-- Your task --
Go through the listing and copy each line that has the string "COMMERCE" in it.

BEGIN The records

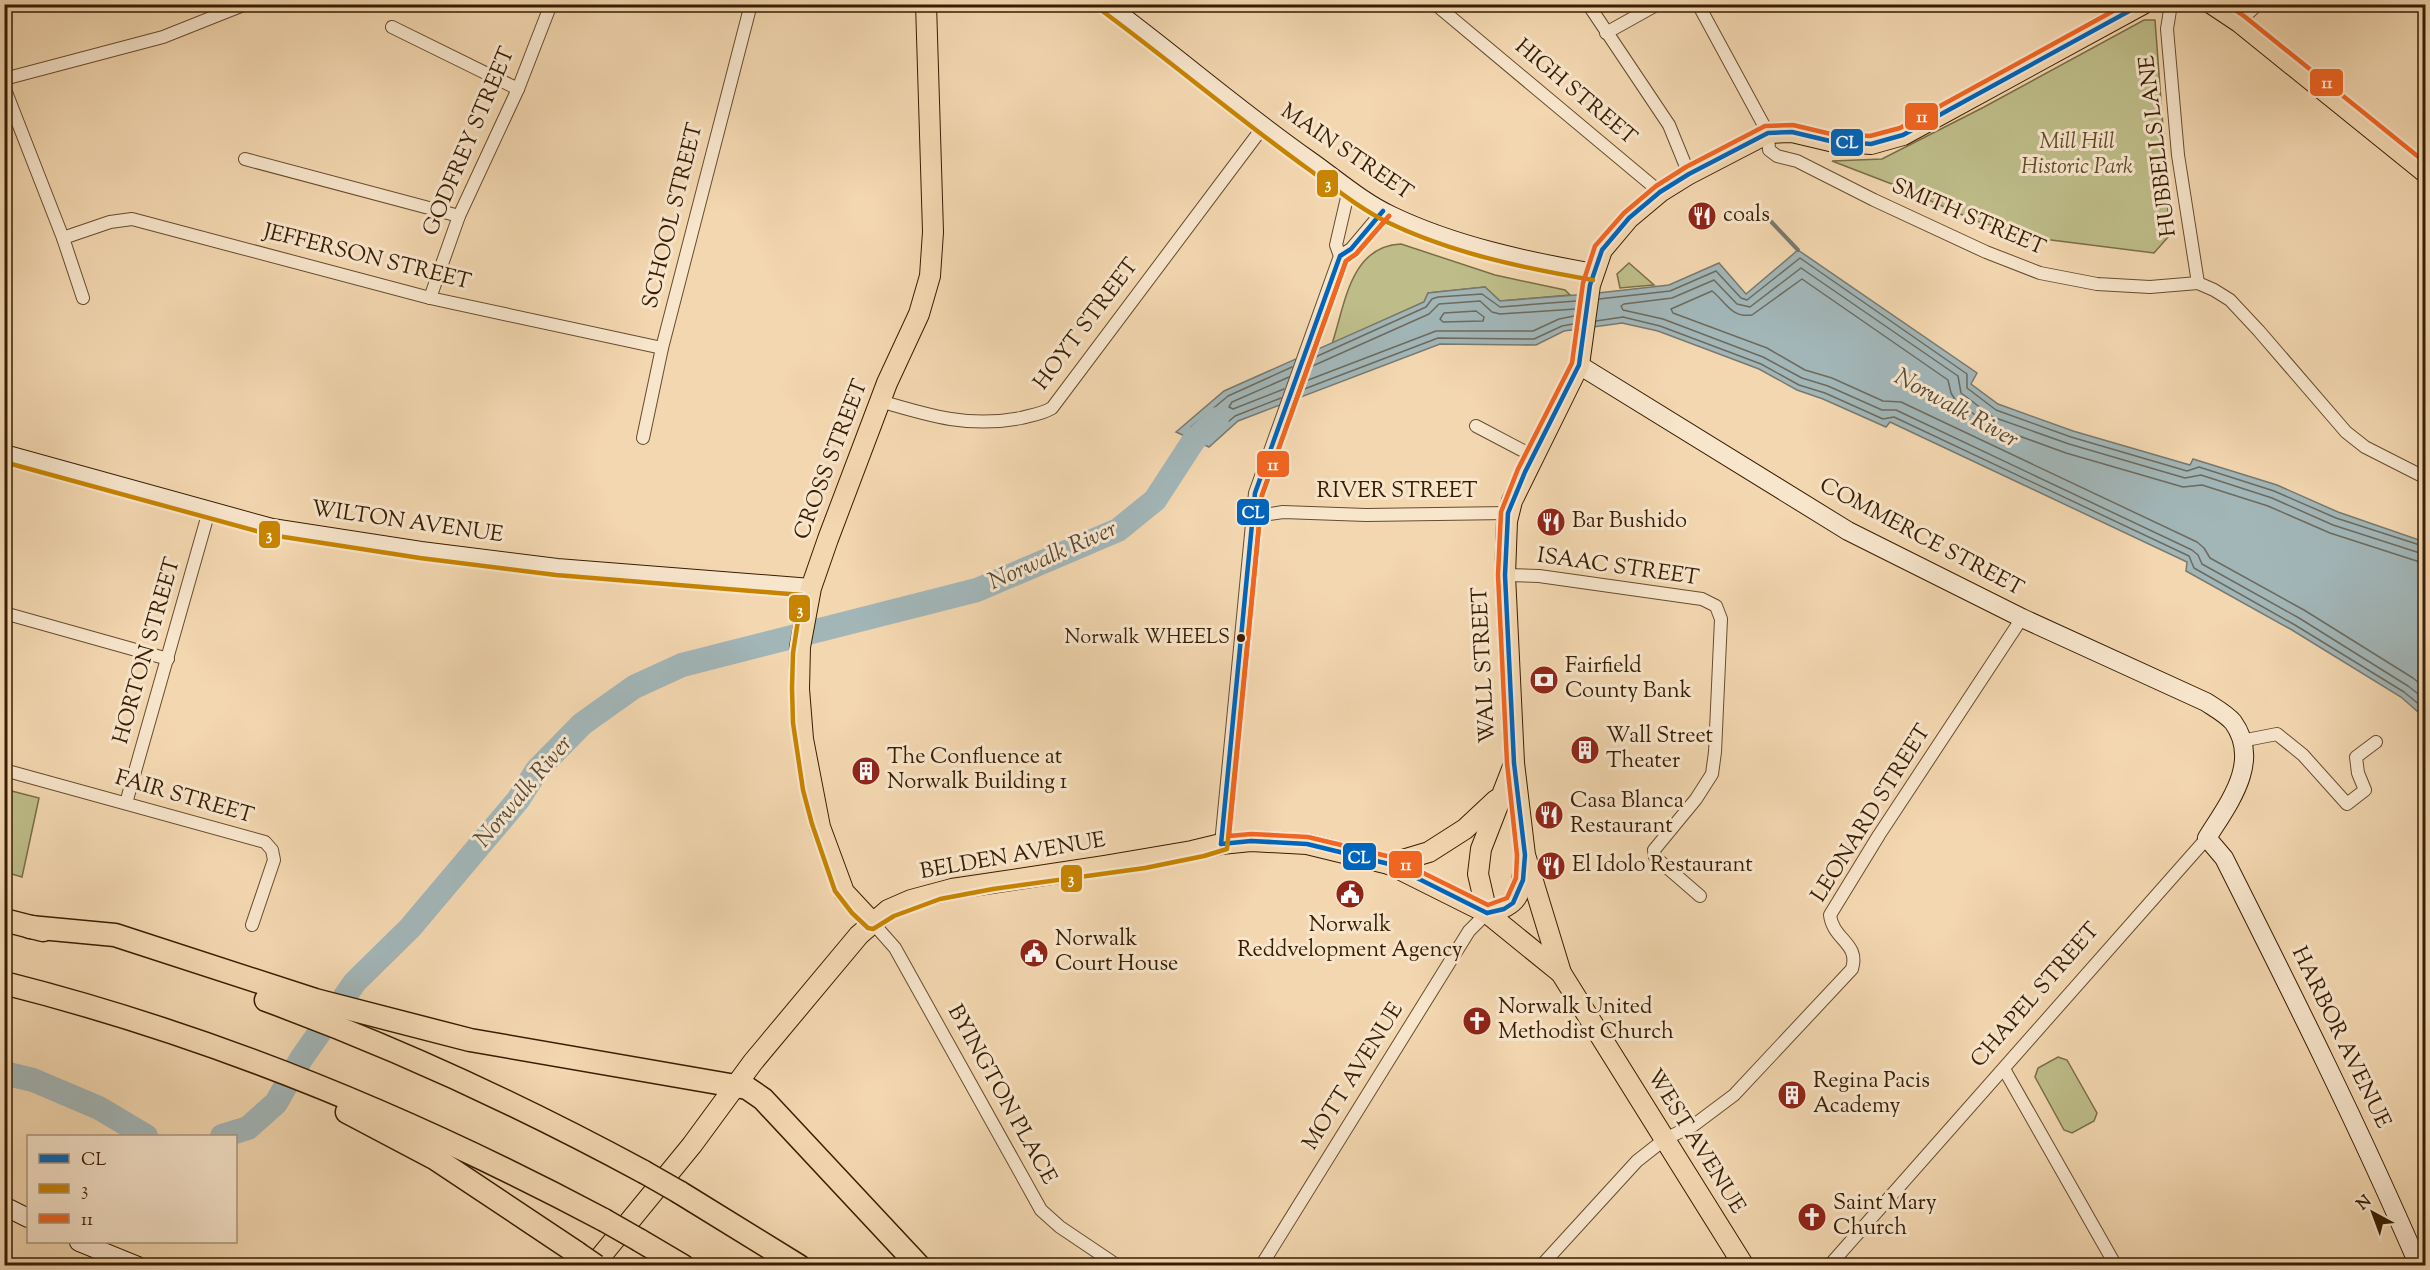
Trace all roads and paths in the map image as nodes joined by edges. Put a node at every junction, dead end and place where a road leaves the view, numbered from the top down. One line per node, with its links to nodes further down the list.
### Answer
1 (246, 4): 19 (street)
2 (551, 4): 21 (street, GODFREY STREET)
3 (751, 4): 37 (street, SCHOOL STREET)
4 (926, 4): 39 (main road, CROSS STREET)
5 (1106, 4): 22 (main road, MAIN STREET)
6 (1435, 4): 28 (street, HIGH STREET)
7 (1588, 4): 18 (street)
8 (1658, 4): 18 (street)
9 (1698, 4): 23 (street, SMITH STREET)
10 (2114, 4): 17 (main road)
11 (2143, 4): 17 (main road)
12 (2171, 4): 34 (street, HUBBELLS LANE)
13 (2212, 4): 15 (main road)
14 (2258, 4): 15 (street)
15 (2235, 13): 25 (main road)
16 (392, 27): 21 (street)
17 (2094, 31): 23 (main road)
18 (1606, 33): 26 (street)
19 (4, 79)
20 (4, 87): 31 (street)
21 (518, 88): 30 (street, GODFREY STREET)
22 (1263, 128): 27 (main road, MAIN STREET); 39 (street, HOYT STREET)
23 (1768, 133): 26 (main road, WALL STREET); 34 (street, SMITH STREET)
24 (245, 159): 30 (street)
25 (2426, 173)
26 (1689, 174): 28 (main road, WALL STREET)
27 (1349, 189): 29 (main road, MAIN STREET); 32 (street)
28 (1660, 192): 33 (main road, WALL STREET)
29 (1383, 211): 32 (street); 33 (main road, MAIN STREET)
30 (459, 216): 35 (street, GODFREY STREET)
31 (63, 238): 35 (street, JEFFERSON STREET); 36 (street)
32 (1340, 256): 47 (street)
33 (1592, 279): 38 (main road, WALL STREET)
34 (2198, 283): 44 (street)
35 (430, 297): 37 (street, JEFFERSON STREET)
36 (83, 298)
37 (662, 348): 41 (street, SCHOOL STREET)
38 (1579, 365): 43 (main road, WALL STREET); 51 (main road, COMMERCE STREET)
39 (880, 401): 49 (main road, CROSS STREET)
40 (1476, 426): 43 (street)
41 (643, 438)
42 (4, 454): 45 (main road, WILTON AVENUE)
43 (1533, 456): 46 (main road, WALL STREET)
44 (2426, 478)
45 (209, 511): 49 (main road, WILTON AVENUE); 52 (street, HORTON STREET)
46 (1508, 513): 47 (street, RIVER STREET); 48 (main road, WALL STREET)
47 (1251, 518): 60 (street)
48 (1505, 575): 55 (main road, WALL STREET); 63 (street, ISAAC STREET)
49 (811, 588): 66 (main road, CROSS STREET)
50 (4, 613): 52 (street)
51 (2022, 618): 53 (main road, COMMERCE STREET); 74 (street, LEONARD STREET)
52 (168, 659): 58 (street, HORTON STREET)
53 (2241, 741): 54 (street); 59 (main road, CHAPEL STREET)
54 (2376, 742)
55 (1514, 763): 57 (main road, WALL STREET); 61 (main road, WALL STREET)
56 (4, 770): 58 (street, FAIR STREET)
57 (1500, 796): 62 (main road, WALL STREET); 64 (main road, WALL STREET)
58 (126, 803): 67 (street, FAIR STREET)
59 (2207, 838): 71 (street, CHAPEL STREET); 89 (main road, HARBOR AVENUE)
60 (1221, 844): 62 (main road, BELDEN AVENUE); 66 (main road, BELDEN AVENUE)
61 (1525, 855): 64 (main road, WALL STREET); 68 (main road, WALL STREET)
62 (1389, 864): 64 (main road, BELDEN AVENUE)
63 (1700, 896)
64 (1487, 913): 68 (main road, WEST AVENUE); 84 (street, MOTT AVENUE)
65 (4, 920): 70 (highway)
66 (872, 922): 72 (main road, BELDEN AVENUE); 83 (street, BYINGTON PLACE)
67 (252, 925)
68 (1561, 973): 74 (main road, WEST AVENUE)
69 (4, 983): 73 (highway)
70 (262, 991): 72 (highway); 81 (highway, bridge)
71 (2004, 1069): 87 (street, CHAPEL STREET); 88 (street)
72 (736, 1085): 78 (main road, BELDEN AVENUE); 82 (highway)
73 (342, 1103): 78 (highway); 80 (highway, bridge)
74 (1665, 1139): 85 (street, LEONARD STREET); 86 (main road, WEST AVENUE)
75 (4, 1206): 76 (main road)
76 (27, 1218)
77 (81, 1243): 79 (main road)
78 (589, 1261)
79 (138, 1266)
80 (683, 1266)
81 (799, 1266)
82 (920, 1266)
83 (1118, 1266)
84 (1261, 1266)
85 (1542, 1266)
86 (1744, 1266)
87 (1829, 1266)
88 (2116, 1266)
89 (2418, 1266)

END The records

-- Task result --
38 (1579, 365): 43 (main road, WALL STREET); 51 (main road, COMMERCE STREET)
51 (2022, 618): 53 (main road, COMMERCE STREET); 74 (street, LEONARD STREET)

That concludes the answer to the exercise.